Animation of the first year of life in freshwater for an adult Chinook salmon. Where this fish likely lived from the time it was born up to the point when it migrated to the ocean were determined by matching the chemical signatures across the watershed with how these were recorded in the fish’s otolith. The animation shows that during this fish’s first year of life it used a large range of habitats, including the lower Nushagak River, to achieve the total amount of growth it needed prior to migrating to the ocean.Brennan et al., Science, 2019
These chemical signatures come from isotopes of the trace element strontium, found in bedrock. Strontium’s isotopic makeup varies geographically from one tributary to another, particularly in the Nushagak basin, making it easy to tell where and when a fish spent time.
The otolith of a juvenile Chinook salmon captured in the upper Nushagak River. This otolith has been sectioned in order to expose its concentric daily growth rings.Sean Brennan/University of Washington
“The otolith is this natural archive that basically provides a transcript of how a fish moved downstream through the river network,” Schindler said. “Essentially, we’re sampling the entire watershed and letting the fish tell us where the habitat conditions were most productive in that year.”
The researchers noticed significant patterns when comparing where fish lived year to year. For example, in 2011 the northwest portion of the watershed in the Upper Nushagak was highly productive for Chinook, meaning more fish were born and gained body mass in that region. But by 2014 and 2015, the population had shifted eastward to utilize resources in the Mulchatna River and its tributaries – several that are downstream of the Pebble deposit.
The spatial pattern in the production of Chinook salmon from the Nushagak River basin shifted among different parts of the watershed year to year. Regions of high production in 2011 were located in the upper Nushagak River. In 2014, the most productive habitats shifted to the east to the Mulchatna River basinBrennan et al., Science, 2019
Similar types of shifts have been documented in a number of land- and water-based animal populations, but this is the first study to show the phenomenon at a watershed-wide scale, the authors said.
“The big thing we show is these types of dynamics are critical for stabilizing biological production through time. When you have a range of habitat available, the total production from the system tends to be more stable, reliable and resilient to environmental change,” Brennan said.
The public comment period for the Pebble Mine draft environmental impact statement recently was extended to June 29 to provide more time for groups to weigh in on the 1,400-page document.
The authors of the new study said they hope it can be used to inform the scientific analysis of the proposed mine’s impact on fish.
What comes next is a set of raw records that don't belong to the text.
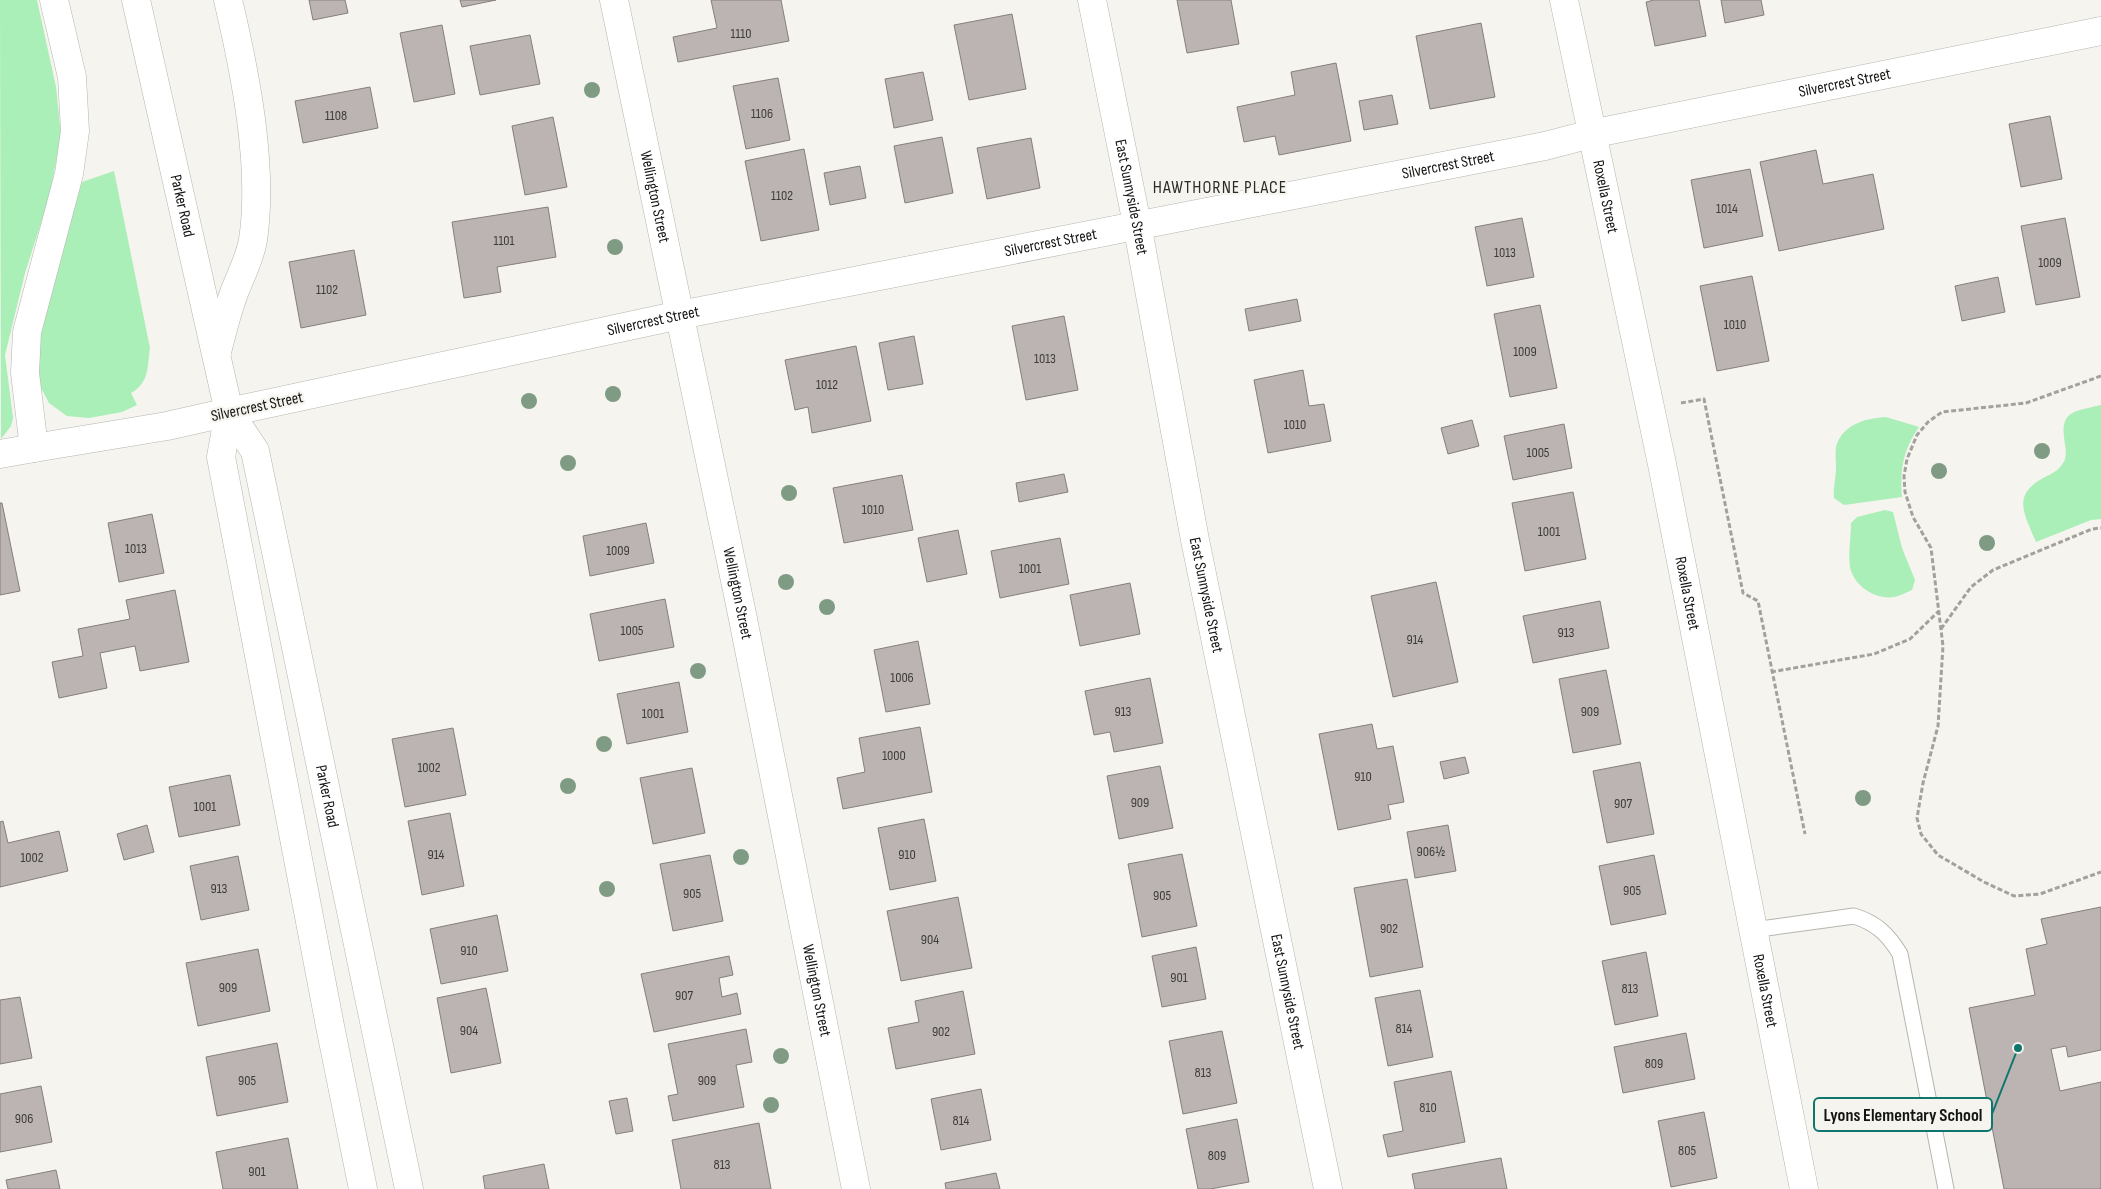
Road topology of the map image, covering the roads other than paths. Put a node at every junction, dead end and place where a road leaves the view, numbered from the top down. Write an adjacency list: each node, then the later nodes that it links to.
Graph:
1 (54, 0): 13 (street)
2 (136, 0): 11 (street, Parker Road)
3 (228, 0): 11 (street)
4 (614, 0): 10 (street, Wellington Street)
5 (1092, 0): 9 (street, East Sunnyside Street)
6 (1564, 0): 8 (street, Roxella Street)
7 (2101, 31): 8 (street, Silvercrest Street)
8 (1591, 134): 9 (street, Silvercrest Street); 15 (street, Roxella Street)
9 (1137, 224): 10 (street, Silvercrest Street); 21 (street, East Sunnyside Street)
10 (680, 315): 12 (street, Silvercrest Street); 20 (street, Wellington Street)
11 (216, 356): 12 (street, Parker Road)
12 (229, 412): 13 (street, Silvercrest Street); 16 (street, Parker Road); 17 (street, Parker Road)
13 (34, 448): 14 (street, Silvercrest Street)
14 (0, 454)
15 (1753, 930): 22 (street, Roxella Street); 23 (lane)
16 (364, 976): 17 (street); 19 (street, Parker Road)
17 (322, 984): 18 (street, Parker Road)
18 (363, 1189)
19 (409, 1189)
20 (856, 1189)
21 (1328, 1189)
22 (1804, 1189)
23 (1946, 1189)

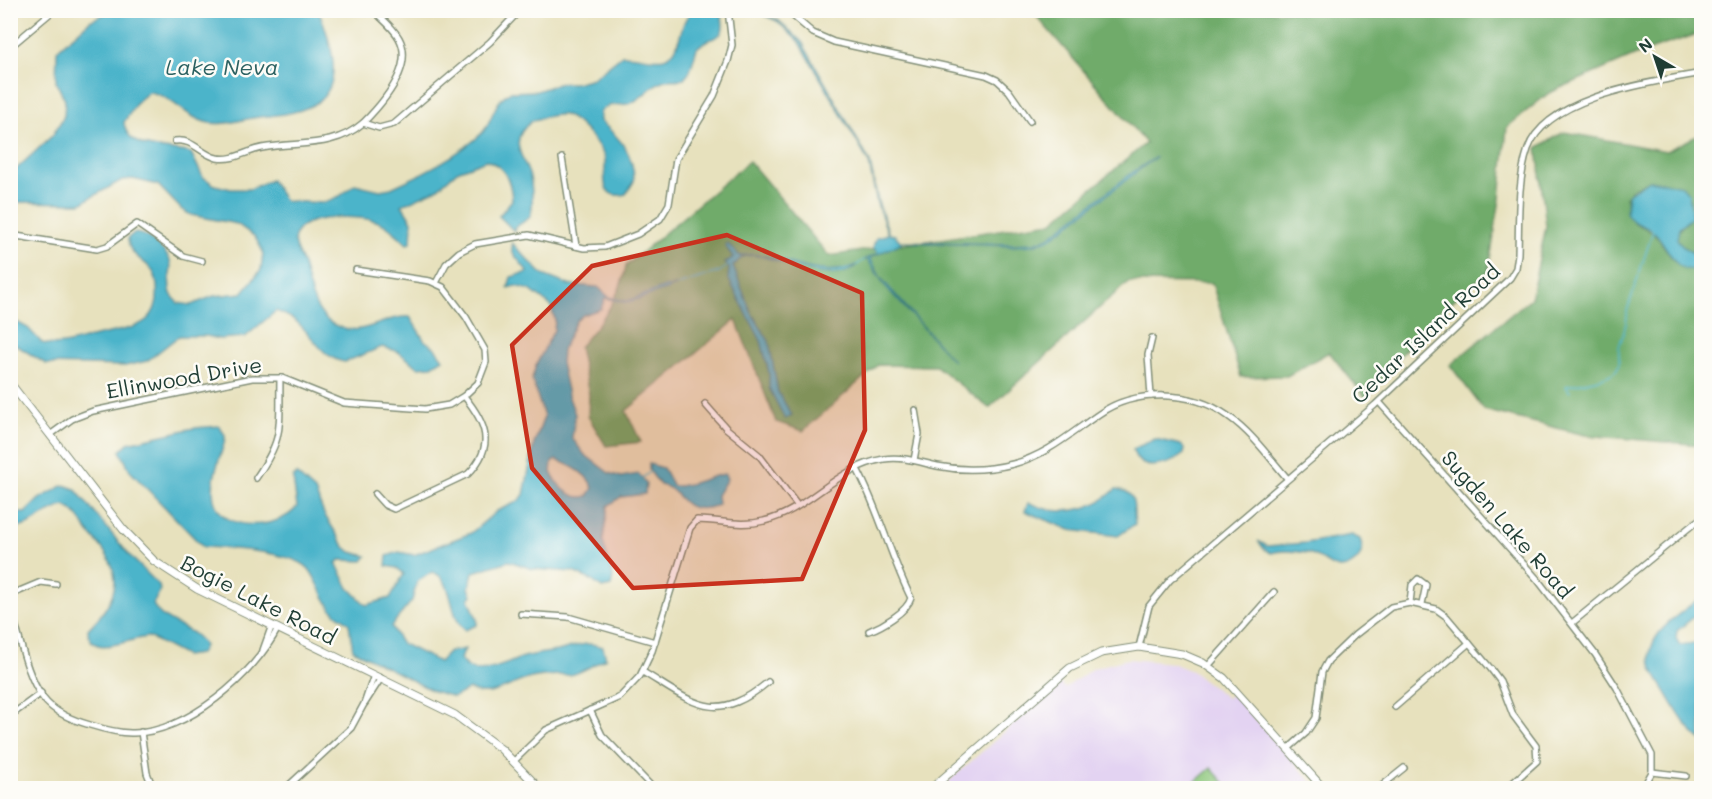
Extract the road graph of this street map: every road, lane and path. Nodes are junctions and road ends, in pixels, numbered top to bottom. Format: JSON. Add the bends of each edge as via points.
{"nodes":[{"id":1,"x":54,"y":10,"type":"edge"},
{"id":2,"x":374,"y":10,"type":"edge"},
{"id":3,"x":520,"y":10,"type":"edge"},
{"id":4,"x":728,"y":10,"type":"edge"},
{"id":5,"x":786,"y":10,"type":"edge"},
{"id":6,"x":10,"y":47,"type":"edge"},
{"id":7,"x":1701,"y":73,"type":"edge"},
{"id":8,"x":1030,"y":121,"type":"dead end"},
{"id":9,"x":363,"y":123,"type":"junction"},
{"id":10,"x":175,"y":141,"type":"dead end"},
{"id":11,"x":562,"y":158,"type":"dead end"},
{"id":12,"x":10,"y":236,"type":"edge"},
{"id":13,"x":576,"y":246,"type":"junction"},
{"id":14,"x":202,"y":261,"type":"dead end"},
{"id":15,"x":356,"y":270,"type":"dead end"},
{"id":16,"x":436,"y":283,"type":"junction"},
{"id":17,"x":1152,"y":338,"type":"dead end"},
{"id":18,"x":280,"y":378,"type":"junction"},
{"id":19,"x":10,"y":382,"type":"edge"},
{"id":20,"x":464,"y":396,"type":"junction"},
{"id":21,"x":1151,"y":396,"type":"junction"},
{"id":22,"x":1379,"y":402,"type":"junction"},
{"id":23,"x":705,"y":404,"type":"dead end"},
{"id":24,"x":915,"y":410,"type":"dead end"},
{"id":25,"x":51,"y":435,"type":"junction"},
{"id":26,"x":914,"y":460,"type":"junction"},
{"id":27,"x":856,"y":467,"type":"junction"},
{"id":28,"x":256,"y":478,"type":"dead end"},
{"id":29,"x":1287,"y":478,"type":"junction"},
{"id":30,"x":375,"y":494,"type":"dead end"},
{"id":31,"x":797,"y":505,"type":"junction"},
{"id":32,"x":1701,"y":517,"type":"edge"},
{"id":33,"x":56,"y":584,"type":"dead end"},
{"id":34,"x":1274,"y":592,"type":"dead end"},
{"id":35,"x":10,"y":596,"type":"edge"},
{"id":36,"x":1410,"y":603,"type":"junction"},
{"id":37,"x":1422,"y":604,"type":"junction"},
{"id":38,"x":10,"y":607,"type":"edge"},
{"id":39,"x":521,"y":614,"type":"dead end"},
{"id":40,"x":1572,"y":623,"type":"junction"},
{"id":41,"x":275,"y":627,"type":"junction"},
{"id":42,"x":869,"y":631,"type":"dead end"},
{"id":43,"x":655,"y":642,"type":"junction"},
{"id":44,"x":1469,"y":643,"type":"junction"},
{"id":45,"x":1139,"y":647,"type":"junction"},
{"id":46,"x":1208,"y":666,"type":"junction"},
{"id":47,"x":643,"y":672,"type":"junction"},
{"id":48,"x":378,"y":676,"type":"junction"},
{"id":49,"x":768,"y":682,"type":"dead end"},
{"id":50,"x":41,"y":693,"type":"junction"},
{"id":51,"x":1395,"y":707,"type":"dead end"},
{"id":52,"x":590,"y":710,"type":"junction"},
{"id":53,"x":10,"y":716,"type":"edge"},
{"id":54,"x":141,"y":732,"type":"junction"},
{"id":55,"x":1289,"y":748,"type":"junction"},
{"id":56,"x":514,"y":761,"type":"junction"},
{"id":57,"x":1404,"y":768,"type":"dead end"},
{"id":58,"x":1652,"y":772,"type":"junction"},
{"id":59,"x":1686,"y":776,"type":"dead end"},
{"id":60,"x":153,"y":789,"type":"edge"},
{"id":61,"x":286,"y":789,"type":"edge"},
{"id":62,"x":539,"y":789,"type":"edge"},
{"id":63,"x":653,"y":789,"type":"edge"},
{"id":64,"x":932,"y":789,"type":"edge"},
{"id":65,"x":1323,"y":789,"type":"edge"},
{"id":66,"x":1379,"y":789,"type":"edge"},
{"id":67,"x":1507,"y":789,"type":"edge"},
{"id":68,"x":1643,"y":789,"type":"edge"}],
"edges":[{"from":1,"to":6,"type":"street"},
{"from":2,"to":9,"type":"street","via":[[399,36],[404,56],[388,93]]},
{"from":3,"to":9,"type":"street","via":[[490,42],[399,120],[379,128]]},
{"from":4,"to":13,"type":"street","via":[[732,45],[728,61],[714,96],[676,159],[664,215],[620,242],[605,247]]},
{"from":5,"to":8,"type":"street","via":[[813,33],[834,42],[997,80],[1021,105]]},
{"from":7,"to":22,"type":"street","name":"Cedar Island Road","via":[[1576,104],[1546,124],[1528,148],[1523,168],[1517,261],[1510,278]]},
{"from":9,"to":10,"type":"street","via":[[351,133],[330,141],[262,148],[228,159],[213,157],[185,141]]},
{"from":11,"to":13,"type":"street"},
{"from":12,"to":14,"type":"street","via":[[97,249],[137,224],[183,256]]},
{"from":13,"to":16,"type":"street","via":[[529,236],[474,244],[446,264]]},
{"from":15,"to":16,"type":"street"},
{"from":16,"to":20,"type":"street","name":"Ellinwood Drive","via":[[455,301],[485,350],[483,375]]},
{"from":17,"to":21,"type":"street","via":[[1148,355]]},
{"from":18,"to":20,"type":"street","name":"Ellinwood Drive","via":[[344,403],[425,409],[449,405]]},
{"from":18,"to":25,"type":"street","name":"Ellinwood Drive","via":[[252,378],[93,411],[72,419]]},
{"from":18,"to":28,"type":"street","via":[[279,435]]},
{"from":19,"to":25,"type":"main road","name":"Bogie Lake Road"},
{"from":20,"to":30,"type":"street","via":[[480,417],[485,434],[484,449],[475,467],[468,474],[394,508]]},
{"from":21,"to":26,"type":"street","via":[[1101,412],[1064,440],[1014,464],[964,470]]},
{"from":21,"to":29,"type":"street","via":[[1178,397],[1228,415]]},
{"from":22,"to":29,"type":"street","name":"Cedar Island Road"},
{"from":22,"to":40,"type":"street","name":"Sugden Lake Road"},
{"from":23,"to":31,"type":"street","via":[[726,428],[759,455]]},
{"from":24,"to":26,"type":"street","via":[[919,434]]},
{"from":25,"to":41,"type":"main road","name":"Bogie Lake Road","via":[[149,557],[187,584]]},
{"from":26,"to":27,"type":"street","via":[[886,458]]},
{"from":27,"to":31,"type":"street"},
{"from":27,"to":42,"type":"street","via":[[911,598],[909,604]]},
{"from":29,"to":45,"type":"street","name":"Cedar Island Road","via":[[1170,580],[1149,606]]},
{"from":31,"to":43,"type":"street","via":[[767,521],[745,525],[703,520],[693,523]]},
{"from":32,"to":40,"type":"street","name":"Sugden Lake Road"},
{"from":33,"to":35,"type":"street","via":[[41,582]]},
{"from":34,"to":46,"type":"street"},
{"from":36,"to":37,"type":"street"},
{"from":36,"to":37,"type":"street","via":[[1412,585],[1419,579],[1426,585]]},
{"from":36,"to":55,"type":"street","via":[[1391,607],[1328,661],[1322,672],[1316,718]]},
{"from":37,"to":44,"type":"street","via":[[1447,617]]},
{"from":38,"to":50,"type":"street","via":[[30,673]]},
{"from":39,"to":43,"type":"street","via":[[568,617]]},
{"from":40,"to":58,"type":"street","via":[[1617,688],[1646,741],[1654,762]]},
{"from":41,"to":48,"type":"main road","name":"Bogie Lake Road"},
{"from":41,"to":54,"type":"street","via":[[262,651],[238,679],[194,716]]},
{"from":43,"to":47,"type":"street"},
{"from":44,"to":51,"type":"street"},
{"from":44,"to":67,"type":"street","via":[[1496,675],[1513,715],[1538,751],[1535,763]]},
{"from":45,"to":46,"type":"main road","via":[[1172,651]]},
{"from":45,"to":64,"type":"main road","via":[[1097,654],[1067,670]]},
{"from":46,"to":55,"type":"main road","via":[[1234,688]]},
{"from":47,"to":49,"type":"street","via":[[696,703],[711,707],[743,701]]},
{"from":47,"to":52,"type":"street","via":[[620,697]]},
{"from":48,"to":56,"type":"main road","name":"Bogie Lake Road","via":[[461,719]]},
{"from":48,"to":61,"type":"street","via":[[351,728]]},
{"from":50,"to":53,"type":"street"},
{"from":50,"to":54,"type":"street","via":[[56,709],[82,723],[116,732]]},
{"from":52,"to":56,"type":"street","via":[[546,730]]},
{"from":52,"to":63,"type":"street","via":[[606,740]]},
{"from":54,"to":60,"type":"street"},
{"from":55,"to":65,"type":"main road"},
{"from":56,"to":62,"type":"main road","name":"Bogie Lake Road"},
{"from":57,"to":66,"type":"street"},
{"from":58,"to":59,"type":"street"},
{"from":58,"to":68,"type":"street"}]}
“Results like those we’re presenting in this paper hopefully will get people to think about what they stand to lose by starting to develop and eliminate habitat in places like the Nushagak River,” Schindler said. “The Pebble Mine environmental impact statement, which is supposed to be a mature, state-of-the-science assessment of risks, really does a poor job of assessing risks of this specific project.”
Other co-authors are Diego Fernandez at the University of Utah; Timothy Cline and Timothy Walsworth, both former UW graduate students who are now postdoctoral researchers at the University of Michigan and Utah State University, respectively; and Greg Buck at the Alaska Department of Fish and Game.
The study was funded by Bristol Bay Regional Seafood Development Association, the Bristol Bay Science Research Institute and the Arctic-Yukon-Kuskokwim Sustainable Salmon Initiative.